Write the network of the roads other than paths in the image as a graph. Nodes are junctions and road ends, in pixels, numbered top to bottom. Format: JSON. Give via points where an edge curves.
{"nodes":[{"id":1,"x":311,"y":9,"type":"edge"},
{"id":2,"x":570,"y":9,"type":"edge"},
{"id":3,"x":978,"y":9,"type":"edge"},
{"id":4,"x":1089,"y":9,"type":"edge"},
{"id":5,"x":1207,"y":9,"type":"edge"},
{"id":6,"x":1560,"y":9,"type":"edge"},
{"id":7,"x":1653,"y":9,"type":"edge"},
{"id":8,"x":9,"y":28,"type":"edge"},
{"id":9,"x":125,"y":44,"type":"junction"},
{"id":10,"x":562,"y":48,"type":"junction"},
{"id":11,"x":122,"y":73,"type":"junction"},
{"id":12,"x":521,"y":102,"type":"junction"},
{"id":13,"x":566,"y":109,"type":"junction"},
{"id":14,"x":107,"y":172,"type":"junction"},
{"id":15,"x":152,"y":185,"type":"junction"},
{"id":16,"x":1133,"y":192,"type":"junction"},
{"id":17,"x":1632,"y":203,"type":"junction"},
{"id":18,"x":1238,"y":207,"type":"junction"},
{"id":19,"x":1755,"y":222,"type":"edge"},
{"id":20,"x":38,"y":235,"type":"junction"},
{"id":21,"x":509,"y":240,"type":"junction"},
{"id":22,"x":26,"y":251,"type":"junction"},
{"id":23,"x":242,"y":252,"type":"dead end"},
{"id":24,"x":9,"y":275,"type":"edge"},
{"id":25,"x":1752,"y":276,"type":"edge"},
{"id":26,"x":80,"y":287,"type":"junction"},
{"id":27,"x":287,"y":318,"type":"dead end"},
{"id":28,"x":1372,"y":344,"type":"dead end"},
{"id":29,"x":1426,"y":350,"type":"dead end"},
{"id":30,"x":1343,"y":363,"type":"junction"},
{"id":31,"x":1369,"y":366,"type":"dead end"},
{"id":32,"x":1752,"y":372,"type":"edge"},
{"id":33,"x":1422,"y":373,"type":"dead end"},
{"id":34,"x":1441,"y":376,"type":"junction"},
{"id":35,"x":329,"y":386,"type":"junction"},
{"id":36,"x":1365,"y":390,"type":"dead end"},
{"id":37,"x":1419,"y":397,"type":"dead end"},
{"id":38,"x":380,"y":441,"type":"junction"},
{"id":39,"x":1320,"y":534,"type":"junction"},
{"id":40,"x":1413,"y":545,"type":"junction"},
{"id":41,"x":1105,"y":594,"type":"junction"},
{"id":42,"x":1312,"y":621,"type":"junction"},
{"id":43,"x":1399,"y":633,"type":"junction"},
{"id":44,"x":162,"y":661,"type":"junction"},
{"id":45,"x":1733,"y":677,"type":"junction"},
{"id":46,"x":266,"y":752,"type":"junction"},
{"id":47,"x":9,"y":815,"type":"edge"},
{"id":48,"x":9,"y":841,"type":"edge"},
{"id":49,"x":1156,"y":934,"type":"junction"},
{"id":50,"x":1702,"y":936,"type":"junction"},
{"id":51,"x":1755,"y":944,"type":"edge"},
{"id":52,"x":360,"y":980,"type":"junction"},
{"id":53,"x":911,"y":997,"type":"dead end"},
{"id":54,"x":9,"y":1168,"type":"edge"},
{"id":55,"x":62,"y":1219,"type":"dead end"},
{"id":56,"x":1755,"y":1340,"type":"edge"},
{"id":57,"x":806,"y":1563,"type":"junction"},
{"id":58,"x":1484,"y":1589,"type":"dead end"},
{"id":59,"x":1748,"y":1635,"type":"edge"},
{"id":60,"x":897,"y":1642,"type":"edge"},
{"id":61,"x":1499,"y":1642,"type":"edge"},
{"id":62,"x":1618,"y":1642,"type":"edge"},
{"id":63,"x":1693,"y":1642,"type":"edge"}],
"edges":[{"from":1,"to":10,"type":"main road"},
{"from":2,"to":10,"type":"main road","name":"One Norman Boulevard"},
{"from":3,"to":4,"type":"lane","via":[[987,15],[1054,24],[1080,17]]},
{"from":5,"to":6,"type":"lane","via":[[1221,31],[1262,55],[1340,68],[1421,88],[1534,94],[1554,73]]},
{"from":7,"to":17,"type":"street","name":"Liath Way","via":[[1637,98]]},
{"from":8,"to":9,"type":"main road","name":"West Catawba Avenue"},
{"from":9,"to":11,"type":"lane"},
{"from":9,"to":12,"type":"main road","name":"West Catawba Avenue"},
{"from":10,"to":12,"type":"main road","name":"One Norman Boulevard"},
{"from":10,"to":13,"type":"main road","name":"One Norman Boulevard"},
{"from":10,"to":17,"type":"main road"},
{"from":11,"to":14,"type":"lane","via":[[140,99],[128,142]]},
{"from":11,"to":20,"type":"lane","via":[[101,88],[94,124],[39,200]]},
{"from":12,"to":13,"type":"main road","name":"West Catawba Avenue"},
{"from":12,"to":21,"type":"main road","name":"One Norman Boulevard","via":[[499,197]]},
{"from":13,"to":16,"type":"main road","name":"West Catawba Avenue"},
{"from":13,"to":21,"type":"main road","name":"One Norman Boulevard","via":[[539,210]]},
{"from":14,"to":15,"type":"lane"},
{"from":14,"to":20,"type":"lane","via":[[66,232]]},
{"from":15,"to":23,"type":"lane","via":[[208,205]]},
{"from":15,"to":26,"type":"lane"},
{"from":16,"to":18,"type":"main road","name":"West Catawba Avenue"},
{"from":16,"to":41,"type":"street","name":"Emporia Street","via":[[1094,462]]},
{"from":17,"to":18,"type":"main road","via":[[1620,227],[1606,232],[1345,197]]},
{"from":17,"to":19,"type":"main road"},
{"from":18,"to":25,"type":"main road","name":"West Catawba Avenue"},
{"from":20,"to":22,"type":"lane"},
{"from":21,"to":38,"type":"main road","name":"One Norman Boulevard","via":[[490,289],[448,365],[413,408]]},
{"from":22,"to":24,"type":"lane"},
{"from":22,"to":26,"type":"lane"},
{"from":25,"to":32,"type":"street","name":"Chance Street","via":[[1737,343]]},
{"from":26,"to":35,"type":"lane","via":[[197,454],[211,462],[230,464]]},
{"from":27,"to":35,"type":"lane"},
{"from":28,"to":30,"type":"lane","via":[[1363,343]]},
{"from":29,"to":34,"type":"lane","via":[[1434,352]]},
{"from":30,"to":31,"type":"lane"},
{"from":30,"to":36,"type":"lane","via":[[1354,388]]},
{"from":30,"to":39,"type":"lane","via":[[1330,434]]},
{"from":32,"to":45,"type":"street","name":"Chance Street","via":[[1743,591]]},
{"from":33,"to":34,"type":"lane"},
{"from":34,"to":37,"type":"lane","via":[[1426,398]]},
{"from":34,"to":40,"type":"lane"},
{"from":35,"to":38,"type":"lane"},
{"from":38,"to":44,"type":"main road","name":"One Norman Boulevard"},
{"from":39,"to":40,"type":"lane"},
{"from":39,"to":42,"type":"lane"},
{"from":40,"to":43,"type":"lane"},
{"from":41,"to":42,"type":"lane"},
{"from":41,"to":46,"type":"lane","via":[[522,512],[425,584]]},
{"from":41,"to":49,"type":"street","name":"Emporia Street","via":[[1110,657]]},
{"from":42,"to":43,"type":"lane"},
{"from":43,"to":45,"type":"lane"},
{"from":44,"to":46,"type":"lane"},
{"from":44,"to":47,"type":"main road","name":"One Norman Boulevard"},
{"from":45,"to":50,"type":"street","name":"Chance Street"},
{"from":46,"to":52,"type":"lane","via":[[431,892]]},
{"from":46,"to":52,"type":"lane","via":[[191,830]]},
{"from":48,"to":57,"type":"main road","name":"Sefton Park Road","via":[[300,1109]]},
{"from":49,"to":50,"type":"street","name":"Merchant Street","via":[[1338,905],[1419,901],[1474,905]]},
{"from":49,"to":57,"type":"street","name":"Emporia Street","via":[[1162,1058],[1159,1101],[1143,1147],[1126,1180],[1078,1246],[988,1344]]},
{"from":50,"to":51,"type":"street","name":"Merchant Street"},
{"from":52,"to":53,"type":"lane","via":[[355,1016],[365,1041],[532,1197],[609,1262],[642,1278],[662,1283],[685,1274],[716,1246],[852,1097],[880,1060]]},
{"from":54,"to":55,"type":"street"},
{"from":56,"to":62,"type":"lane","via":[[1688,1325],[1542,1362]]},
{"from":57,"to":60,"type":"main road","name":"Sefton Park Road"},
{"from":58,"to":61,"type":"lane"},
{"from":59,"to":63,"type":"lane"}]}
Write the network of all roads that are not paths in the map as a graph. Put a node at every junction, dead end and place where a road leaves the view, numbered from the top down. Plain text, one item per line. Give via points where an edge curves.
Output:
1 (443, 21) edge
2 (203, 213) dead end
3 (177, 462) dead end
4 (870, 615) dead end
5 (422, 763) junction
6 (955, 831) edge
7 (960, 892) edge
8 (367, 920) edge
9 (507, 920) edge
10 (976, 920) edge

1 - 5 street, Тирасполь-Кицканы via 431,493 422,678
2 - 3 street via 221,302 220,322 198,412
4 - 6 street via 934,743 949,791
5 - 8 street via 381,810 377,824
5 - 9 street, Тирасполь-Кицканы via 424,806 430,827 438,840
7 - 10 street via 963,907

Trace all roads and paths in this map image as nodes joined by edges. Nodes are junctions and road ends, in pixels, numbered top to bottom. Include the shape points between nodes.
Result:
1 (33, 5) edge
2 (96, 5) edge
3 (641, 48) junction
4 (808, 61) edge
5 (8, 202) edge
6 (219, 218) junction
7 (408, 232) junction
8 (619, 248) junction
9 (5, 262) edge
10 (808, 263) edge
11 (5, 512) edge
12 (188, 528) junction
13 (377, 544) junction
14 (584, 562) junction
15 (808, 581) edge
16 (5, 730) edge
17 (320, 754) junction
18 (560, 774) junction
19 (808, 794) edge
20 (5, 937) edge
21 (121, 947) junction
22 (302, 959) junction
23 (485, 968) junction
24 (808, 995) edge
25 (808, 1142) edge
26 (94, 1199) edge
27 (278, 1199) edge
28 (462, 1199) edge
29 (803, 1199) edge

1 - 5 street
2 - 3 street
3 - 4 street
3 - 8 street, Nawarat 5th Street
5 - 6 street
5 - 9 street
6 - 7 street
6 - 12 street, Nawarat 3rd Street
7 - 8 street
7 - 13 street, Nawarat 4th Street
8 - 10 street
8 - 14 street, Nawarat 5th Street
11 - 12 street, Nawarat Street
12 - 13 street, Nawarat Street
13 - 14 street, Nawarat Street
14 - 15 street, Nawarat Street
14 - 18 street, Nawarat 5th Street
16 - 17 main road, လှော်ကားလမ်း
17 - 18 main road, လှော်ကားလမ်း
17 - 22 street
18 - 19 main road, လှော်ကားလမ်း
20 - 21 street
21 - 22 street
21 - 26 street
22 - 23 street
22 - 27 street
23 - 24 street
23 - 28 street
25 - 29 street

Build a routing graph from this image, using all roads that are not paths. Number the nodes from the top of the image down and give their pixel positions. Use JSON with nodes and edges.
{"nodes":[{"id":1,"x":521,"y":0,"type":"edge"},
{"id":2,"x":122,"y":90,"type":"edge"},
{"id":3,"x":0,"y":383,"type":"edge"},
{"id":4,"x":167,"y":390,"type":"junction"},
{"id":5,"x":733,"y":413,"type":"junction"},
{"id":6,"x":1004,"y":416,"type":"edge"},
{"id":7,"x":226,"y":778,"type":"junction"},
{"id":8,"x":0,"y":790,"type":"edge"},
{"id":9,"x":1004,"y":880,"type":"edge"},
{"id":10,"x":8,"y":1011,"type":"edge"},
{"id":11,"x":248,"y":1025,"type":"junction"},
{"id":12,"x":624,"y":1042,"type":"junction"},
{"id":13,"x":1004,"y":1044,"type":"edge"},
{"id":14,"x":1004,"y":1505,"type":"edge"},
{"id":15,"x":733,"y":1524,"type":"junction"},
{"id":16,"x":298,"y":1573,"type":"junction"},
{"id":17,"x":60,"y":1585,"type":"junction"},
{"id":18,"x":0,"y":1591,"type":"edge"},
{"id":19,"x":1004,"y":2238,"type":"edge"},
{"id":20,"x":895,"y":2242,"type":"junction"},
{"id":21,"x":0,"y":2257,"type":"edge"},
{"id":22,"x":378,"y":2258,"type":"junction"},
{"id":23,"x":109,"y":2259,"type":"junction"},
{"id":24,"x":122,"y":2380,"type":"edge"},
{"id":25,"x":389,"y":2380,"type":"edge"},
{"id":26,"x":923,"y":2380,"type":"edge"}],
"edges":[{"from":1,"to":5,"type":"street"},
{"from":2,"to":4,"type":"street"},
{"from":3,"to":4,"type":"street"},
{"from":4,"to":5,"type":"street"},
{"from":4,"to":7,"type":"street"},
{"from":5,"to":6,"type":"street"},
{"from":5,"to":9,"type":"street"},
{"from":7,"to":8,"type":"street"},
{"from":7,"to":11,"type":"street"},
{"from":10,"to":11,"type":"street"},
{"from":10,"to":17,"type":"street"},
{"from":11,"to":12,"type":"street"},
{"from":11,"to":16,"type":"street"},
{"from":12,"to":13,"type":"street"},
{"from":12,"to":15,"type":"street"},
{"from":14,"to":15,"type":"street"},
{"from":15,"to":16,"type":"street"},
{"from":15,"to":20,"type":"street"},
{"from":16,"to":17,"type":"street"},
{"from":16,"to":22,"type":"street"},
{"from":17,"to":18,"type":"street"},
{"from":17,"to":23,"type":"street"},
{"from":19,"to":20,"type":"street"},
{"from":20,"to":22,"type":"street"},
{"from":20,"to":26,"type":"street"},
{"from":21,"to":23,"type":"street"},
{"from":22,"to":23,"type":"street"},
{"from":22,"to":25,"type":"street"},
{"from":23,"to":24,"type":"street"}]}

+ + + + +

In the records, how many lines hold the word "Nawarat"? Answer with the number and no other words.

9